From Publishers Weekly
Intrepid Aimée Leduc strives to clear the name of a childhood friend, policewoman Laure Rousseau, who's charged with shooting her partner to death, in Black's chilling sixth novel to feature the Paris PI (after 2005's
Murder in Clichy). Aimée knows the solution to proving Laure's innocence lies somewhere in the hilltop maze of the seedy Montmartre neighborhood—perhaps with a boy who says he witnessed the murder, or an aging prostitute, or any of a number of toughs or even Corsican separatists. Set in January 1995, the book vividly depicts a gritty, working-class part of Paris where rents don't always get paid and not everyone has a bed for the night. Black succeeds in making the reader feel the damp, the snow, the fear. In the process of helping Laure, Aimée not only resolves a past police scandal involving her dead father but gains in compassion and wisdom.

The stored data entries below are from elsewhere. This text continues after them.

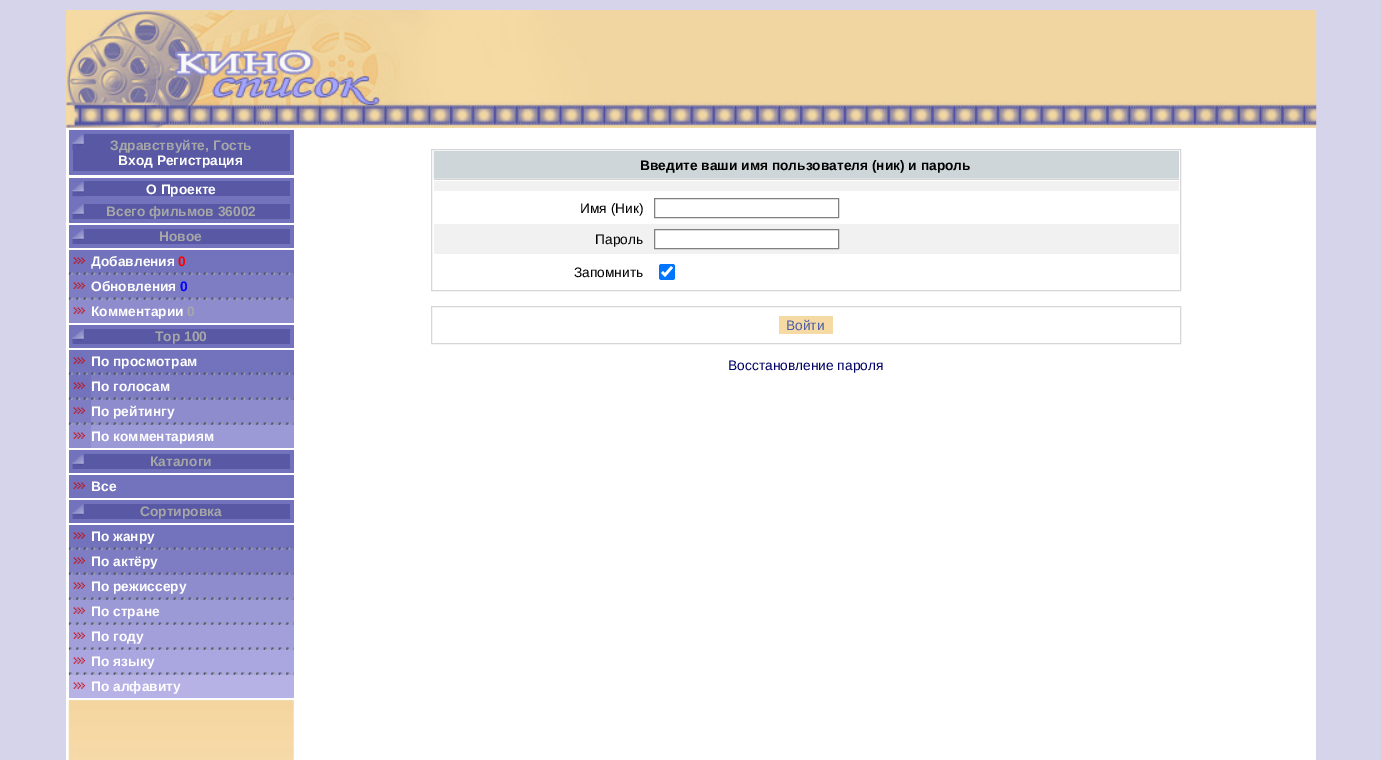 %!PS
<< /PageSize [1381 760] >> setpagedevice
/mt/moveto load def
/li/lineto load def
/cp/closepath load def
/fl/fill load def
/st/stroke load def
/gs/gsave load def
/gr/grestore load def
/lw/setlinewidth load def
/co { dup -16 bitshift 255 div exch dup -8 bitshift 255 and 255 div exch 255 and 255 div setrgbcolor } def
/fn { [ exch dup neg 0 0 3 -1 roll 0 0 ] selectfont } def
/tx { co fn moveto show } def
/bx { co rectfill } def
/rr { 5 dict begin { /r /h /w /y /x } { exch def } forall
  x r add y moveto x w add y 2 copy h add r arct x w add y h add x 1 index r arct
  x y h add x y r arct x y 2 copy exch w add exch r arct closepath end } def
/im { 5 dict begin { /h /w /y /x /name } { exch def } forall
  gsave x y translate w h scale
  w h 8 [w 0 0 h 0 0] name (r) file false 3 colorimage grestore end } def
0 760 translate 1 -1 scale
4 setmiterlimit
0 0 1381 760 16#D6D4EA bx
66 10 1250 118 16#F5DAA3 bx
(media/1.raw) 66 10 1251 118 im
66 128 1250 632 16#FFFFFF bx
69 130 225 45 16#7373BD bx
73 134 217 37 16#5858A5 bx
(media/2.raw) 72 134 12 16 im
69 178 225 45 16#7373BD bx
73 181 217 15 16#5858A5 bx
(media/3.raw) 72 181 12 16 im
73 204 217 15 16#5858A5 bx
(media/4.raw) 72 204 12 15 im
69 225 225 23 16#7373BD bx
73 229 217 15 16#5858A5 bx
(media/4.raw) 72 229 12 15 im
69 250 225 23 16#7373BD bx
(media/5.raw) 73 257 12 7 im
69 273 225 2 16#7E7DC4 bx
(media/6.raw) 68 272 226 3 im
69 275 225 23 16#7E7DC4 bx
(media/7.raw) 73 282 12 7 im
69 298 225 2 16#8E8CCD bx
(media/8.raw) 68 297 226 3 im
69 300 225 23 16#8E8CCD bx
(media/9.raw) 73 307 12 7 im
69 325 225 23 16#7373BD bx
73 329 217 15 16#5858A5 bx
(media/4.raw) 72 329 12 15 im
69 350 225 25 16#7373BD bx
(media/5.raw) 73 357 12 7 im
(media/10.raw) 68 372 226 3 im
69 375 22 23 16#7373BD bx
(media/5.raw) 73 382 12 7 im
91 375 203 23 16#7E7DC4 bx
69 398 225 2 16#7E7DC4 bx
(media/11.raw) 68 397 226 3 im
69 400 22 23 16#7E7DC4 bx
(media/7.raw) 73 407 12 7 im
91 400 203 23 16#8E8CCD bx
69 423 225 2 16#8E8CCD bx
(media/12.raw) 68 422 226 3 im
69 425 22 23 16#8E8CCD bx
(media/9.raw) 73 432 12 7 im
91 425 203 23 16#9C99D7 bx
69 450 225 23 16#7373BD bx
73 454 217 15 16#5858A5 bx
(media/4.raw) 72 454 12 15 im
69 475 225 23 16#7373BD bx
(media/5.raw) 73 482 12 7 im
69 500 225 23 16#7373BD bx
73 504 217 15 16#5858A5 bx
(media/4.raw) 72 504 12 15 im
69 525 225 23 16#7373BD bx
(media/5.raw) 73 532 12 7 im
69 548 225 2 16#7E7DC4 bx
(media/6.raw) 68 547 226 3 im
69 550 225 25 16#7E7DC4 bx
(media/7.raw) 73 557 12 7 im
(media/13.raw) 68 572 226 3 im
69 575 225 25 16#8E8CCD bx
(media/9.raw) 73 582 12 7 im
(media/14.raw) 68 597 226 3 im
69 600 225 25 16#9C99D7 bx
(media/15.raw) 73 607 12 7 im
(media/16.raw) 68 622 226 3 im
69 625 225 25 16#A39FDB bx
(media/17.raw) 73 632 12 7 im
(media/18.raw) 68 647 226 3 im
69 650 225 25 16#AAA6DF bx
(media/19.raw) 73 657 12 7 im
(media/20.raw) 68 672 226 3 im
69 675 225 23 16#B7B2E6 bx
(media/21.raw) 73 682 12 7 im
(media/22.raw) 68 700 226 60 im
16#D6D6D6 co
431.5 149.5 749 141 rectstroke
434 151 745 28 16#C7D8DE bx
(media/23.raw) 433 151 746 29 im
434 179 745 1 16#D4D4D4 bx
434 181 745 10 16#F1F1F1 bx
16#808080 co
654.5 198.5 184 19 rectstroke
434 224 745 30 16#F1F1F1 bx
16#FFFFFF co
654.5 229.5 mt 838.5 229.5 li 838.5 248.5 li 654.5 248.5 li cp gs fl gr
16#808080 co
st
16#0075FF co
659 264 16 16 2.5 rr fl
16#FFFFFF co
2.6 lw
662 272 mt 665 275 li 672 267 li st
16#D6D6D6 co
1 lw
431.5 306.5 749 37 rectstroke
779 316 54 18 16#F5DAA3 bx
(Здравствуйте, Гость) 110 150 /LiberationSans-Bold 13.75 16#A7A7A7 tx
(Вход Регистрация) 118 165 /LiberationSans-Bold 13.75 16#FFFFFF tx
(О Проекте) 146 194 /LiberationSans-Bold 13.75 16#FFFFFF tx
(Всего фильмов 36002) 106 216 /LiberationSans-Bold 13.75 16#A7A7A7 tx
(Новое) 159 241 /LiberationSans-Bold 13.75 16#A7A7A7 tx
(Добавления) 91 266 /LiberationSans-Bold 13.75 16#FFFFFF tx
(0) 178 266 /LiberationSans-Bold 13.75 16#FF0000 tx
(Обновления) 91 291 /LiberationSans-Bold 13.75 16#FFFFFF tx
(0) 180 291 /LiberationSans-Bold 13.75 16#0000FF tx
(Комментарии) 91 316 /LiberationSans-Bold 13.75 16#FFFFFF tx
(0) 187 316 /LiberationSans-Bold 13.75 16#A7A7A7 tx
(Top 100) 155 341 /LiberationSans-Bold 13.75 16#A7A7A7 tx
(По просмотрам) 91 366 /LiberationSans-Bold 13.75 16#FFFFFF tx
(По голосам) 91 391 /LiberationSans-Bold 13.75 16#FFFFFF tx
(По рейтингу) 91 416 /LiberationSans-Bold 13.75 16#FFFFFF tx
(По комментариям) 91 441 /LiberationSans-Bold 13.75 16#FFFFFF tx
(Каталоги) 150 466 /LiberationSans-Bold 13.75 16#A7A7A7 tx
(Все) 91 491 /LiberationSans-Bold 13.75 16#FFFFFF tx
(Сортировка) 140 516 /LiberationSans-Bold 13.75 16#A7A7A7 tx
(По жанру) 91 541 /LiberationSans-Bold 13.75 16#FFFFFF tx
(По актёру) 91 566 /LiberationSans-Bold 13.75 16#FFFFFF tx
(По режиссеру) 91 591 /LiberationSans-Bold 13.75 16#FFFFFF tx
(По стране) 91 616 /LiberationSans-Bold 13.75 16#FFFFFF tx
(По году) 91 641 /LiberationSans-Bold 13.75 16#FFFFFF tx
(По языку) 91 666 /LiberationSans-Bold 13.75 16#FFFFFF tx
(По алфавиту) 91 691 /LiberationSans-Bold 13.75 16#FFFFFF tx
(Введите ваши имя пользователя \(ник\) и пароль) 640 170 /LiberationSans-Bold 13.75 16#000000 tx
(Имя \(Ник\)) 580 213 /LiberationSans-Regular 13.75 16#000000 tx
(Пароль) 595 244 /LiberationSans-Regular 13.75 16#000000 tx
(Запомнить) 574 277 /LiberationSans-Regular 13.75 16#000000 tx
(Войти) 786 330 /LiberationSans-Regular 13.75 16#4C5EA8 tx
(Восстановление пароля) 728 370 /LiberationSans-Regular 13.75 16#000066 tx
showpage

(Mar.) Copyright © Reed Business Information, a division of Reed Elsevier Inc. All rights reserved.
From Booklist
Black continues her peregrinations around Paris' most history-drenched neighborhoods (
Murder in Clichy, 2005) with this sixth in the series, this time set in Montmartre. Aimee Leduc, the intrepid computer-security analyst who can't keep her nose out of murder investigations, smells fresh blood after a childhood friend, now a policewoman, is accused of shooting her partner. Aimee doesn't buy it and takes to the streets and alleys of Montmartre in search of the real story. The trail leads to a group of Corsican separatists, aimed at achieving their political goals by any means necessary. As always, Black uses landscape for far more than window dressing, incorporating details of Montmartre history into the fabric of the plot and never missing an opportunity to connect, say, a Metro station named for a Communist Resistance fighter to the struggles of contemporary Corsicans. A common theme running throughout Black's consistently engaging series, in fact, is the frustration of various immigrant groups trying to live in and around Paris, a topic of ever more urgent concern.